---- INFORMATION PROVIDED

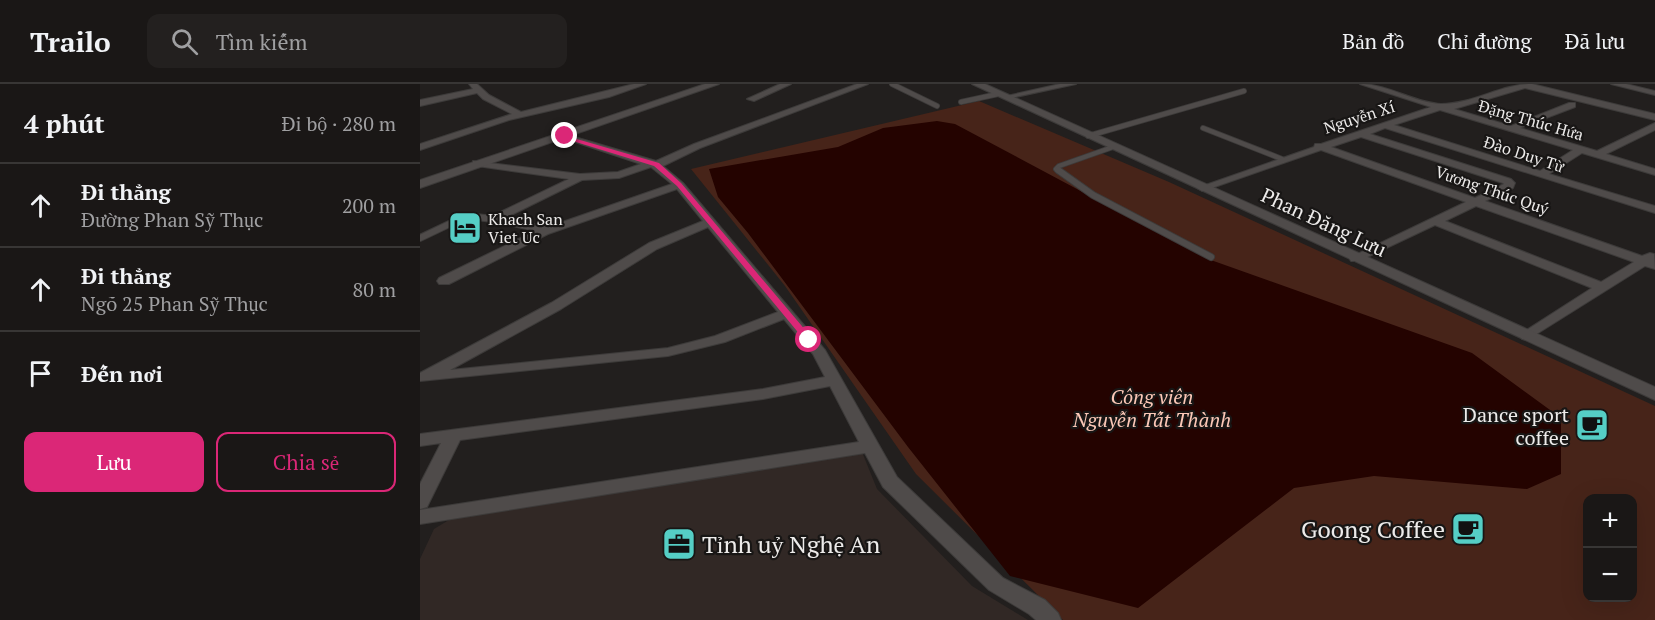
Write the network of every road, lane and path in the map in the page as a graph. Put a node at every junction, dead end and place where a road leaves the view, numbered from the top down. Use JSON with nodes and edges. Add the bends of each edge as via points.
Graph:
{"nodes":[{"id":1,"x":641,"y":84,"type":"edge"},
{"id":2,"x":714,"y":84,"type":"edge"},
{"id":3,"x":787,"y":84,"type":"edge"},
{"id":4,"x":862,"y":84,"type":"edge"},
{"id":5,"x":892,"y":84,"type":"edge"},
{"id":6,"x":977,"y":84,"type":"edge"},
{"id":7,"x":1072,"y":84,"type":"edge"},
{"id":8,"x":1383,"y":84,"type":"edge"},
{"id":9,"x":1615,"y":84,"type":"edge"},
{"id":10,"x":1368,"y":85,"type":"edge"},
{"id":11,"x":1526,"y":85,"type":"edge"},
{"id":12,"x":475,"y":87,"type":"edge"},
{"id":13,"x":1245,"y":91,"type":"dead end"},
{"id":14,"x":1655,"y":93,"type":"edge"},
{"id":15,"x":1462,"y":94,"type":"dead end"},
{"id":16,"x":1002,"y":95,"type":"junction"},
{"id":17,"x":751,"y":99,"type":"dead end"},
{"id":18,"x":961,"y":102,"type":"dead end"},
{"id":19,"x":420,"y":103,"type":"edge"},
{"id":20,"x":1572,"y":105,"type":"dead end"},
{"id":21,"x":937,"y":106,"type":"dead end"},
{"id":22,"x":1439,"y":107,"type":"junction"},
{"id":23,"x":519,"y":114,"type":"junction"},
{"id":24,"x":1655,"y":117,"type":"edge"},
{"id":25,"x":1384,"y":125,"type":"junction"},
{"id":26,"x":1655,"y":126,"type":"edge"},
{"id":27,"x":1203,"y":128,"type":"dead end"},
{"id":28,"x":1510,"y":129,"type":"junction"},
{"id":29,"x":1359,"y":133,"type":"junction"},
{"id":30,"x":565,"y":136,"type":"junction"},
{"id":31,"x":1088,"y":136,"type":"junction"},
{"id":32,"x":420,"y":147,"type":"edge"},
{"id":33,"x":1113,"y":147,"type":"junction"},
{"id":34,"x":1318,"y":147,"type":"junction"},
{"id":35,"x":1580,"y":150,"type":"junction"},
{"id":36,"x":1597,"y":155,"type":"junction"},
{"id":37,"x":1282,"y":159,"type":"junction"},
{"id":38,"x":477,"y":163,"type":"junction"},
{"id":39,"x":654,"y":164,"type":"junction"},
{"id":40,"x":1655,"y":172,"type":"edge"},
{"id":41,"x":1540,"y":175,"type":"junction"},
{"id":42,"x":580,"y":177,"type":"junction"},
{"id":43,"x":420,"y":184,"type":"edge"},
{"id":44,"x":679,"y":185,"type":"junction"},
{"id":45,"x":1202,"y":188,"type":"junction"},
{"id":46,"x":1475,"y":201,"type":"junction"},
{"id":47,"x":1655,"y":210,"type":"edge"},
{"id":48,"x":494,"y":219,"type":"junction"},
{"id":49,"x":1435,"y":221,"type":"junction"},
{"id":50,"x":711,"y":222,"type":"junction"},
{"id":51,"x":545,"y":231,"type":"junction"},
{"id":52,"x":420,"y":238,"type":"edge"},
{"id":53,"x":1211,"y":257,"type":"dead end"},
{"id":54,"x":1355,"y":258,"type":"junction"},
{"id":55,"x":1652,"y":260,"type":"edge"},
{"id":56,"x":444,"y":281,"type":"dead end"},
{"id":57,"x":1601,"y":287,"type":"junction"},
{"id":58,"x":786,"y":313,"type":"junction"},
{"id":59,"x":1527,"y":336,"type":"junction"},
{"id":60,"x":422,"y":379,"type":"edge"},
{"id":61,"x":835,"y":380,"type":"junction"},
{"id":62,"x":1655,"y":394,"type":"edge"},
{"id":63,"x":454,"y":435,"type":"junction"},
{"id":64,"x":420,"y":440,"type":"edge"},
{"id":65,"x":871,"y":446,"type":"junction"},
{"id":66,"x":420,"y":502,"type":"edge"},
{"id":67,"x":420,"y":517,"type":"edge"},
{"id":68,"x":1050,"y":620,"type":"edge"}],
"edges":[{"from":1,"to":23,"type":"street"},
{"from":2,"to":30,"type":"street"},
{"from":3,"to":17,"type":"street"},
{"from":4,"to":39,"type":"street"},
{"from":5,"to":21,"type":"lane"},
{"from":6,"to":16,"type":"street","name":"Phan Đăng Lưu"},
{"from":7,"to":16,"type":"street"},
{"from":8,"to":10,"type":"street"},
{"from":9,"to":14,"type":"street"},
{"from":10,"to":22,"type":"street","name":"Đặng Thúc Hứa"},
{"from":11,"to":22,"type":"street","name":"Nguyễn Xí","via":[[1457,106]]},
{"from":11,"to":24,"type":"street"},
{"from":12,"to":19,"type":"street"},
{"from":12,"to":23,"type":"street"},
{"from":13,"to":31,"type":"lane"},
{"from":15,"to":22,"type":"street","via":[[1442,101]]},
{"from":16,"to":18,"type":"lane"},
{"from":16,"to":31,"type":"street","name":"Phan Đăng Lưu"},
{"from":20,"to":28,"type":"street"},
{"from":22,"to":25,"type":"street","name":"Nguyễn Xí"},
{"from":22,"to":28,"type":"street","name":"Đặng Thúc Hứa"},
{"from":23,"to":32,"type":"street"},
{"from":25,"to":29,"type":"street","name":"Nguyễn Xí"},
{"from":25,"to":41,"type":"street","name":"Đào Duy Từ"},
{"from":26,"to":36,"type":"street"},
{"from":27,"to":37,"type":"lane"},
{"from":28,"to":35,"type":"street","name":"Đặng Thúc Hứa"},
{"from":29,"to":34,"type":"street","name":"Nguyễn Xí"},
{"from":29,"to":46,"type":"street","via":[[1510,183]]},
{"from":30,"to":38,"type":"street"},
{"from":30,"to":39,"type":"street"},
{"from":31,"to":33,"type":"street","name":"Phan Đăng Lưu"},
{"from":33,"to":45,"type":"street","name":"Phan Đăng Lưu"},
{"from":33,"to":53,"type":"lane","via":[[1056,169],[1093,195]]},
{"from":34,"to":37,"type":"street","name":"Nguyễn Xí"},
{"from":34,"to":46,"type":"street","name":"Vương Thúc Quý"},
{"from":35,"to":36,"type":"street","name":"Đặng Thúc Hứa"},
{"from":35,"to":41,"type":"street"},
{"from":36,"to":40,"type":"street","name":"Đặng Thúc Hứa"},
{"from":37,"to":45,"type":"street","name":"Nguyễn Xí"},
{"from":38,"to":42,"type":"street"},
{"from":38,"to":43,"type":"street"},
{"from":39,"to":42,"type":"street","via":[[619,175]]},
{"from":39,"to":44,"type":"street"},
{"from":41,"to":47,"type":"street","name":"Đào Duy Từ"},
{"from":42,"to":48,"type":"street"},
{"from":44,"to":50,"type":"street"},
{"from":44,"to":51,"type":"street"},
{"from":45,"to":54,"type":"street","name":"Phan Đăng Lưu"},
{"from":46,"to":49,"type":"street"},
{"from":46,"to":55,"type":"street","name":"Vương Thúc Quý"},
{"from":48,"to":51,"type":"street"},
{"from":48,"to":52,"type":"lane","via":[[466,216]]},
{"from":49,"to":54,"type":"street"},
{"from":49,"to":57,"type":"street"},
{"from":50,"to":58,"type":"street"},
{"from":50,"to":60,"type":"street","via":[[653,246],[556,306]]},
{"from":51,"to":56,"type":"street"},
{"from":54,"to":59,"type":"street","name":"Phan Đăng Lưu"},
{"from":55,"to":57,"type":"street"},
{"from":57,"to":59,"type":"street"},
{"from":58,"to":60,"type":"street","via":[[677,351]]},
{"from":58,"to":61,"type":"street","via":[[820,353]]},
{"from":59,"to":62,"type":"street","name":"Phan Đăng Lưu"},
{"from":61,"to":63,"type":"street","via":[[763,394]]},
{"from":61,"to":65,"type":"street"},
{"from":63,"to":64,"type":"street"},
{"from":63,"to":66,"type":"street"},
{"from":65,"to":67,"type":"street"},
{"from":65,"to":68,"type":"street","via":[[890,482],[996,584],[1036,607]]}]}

--------

## THE PROBLEM
If a line in the data above holds the string "Đặng", report that line.

## ANSWER SPACE
{"from":10,"to":22,"type":"street","name":"Đặng Thúc Hứa"},
{"from":22,"to":28,"type":"street","name":"Đặng Thúc Hứa"},
{"from":28,"to":35,"type":"street","name":"Đặng Thúc Hứa"},
{"from":35,"to":36,"type":"street","name":"Đặng Thúc Hứa"},
{"from":36,"to":40,"type":"street","name":"Đặng Thúc Hứa"},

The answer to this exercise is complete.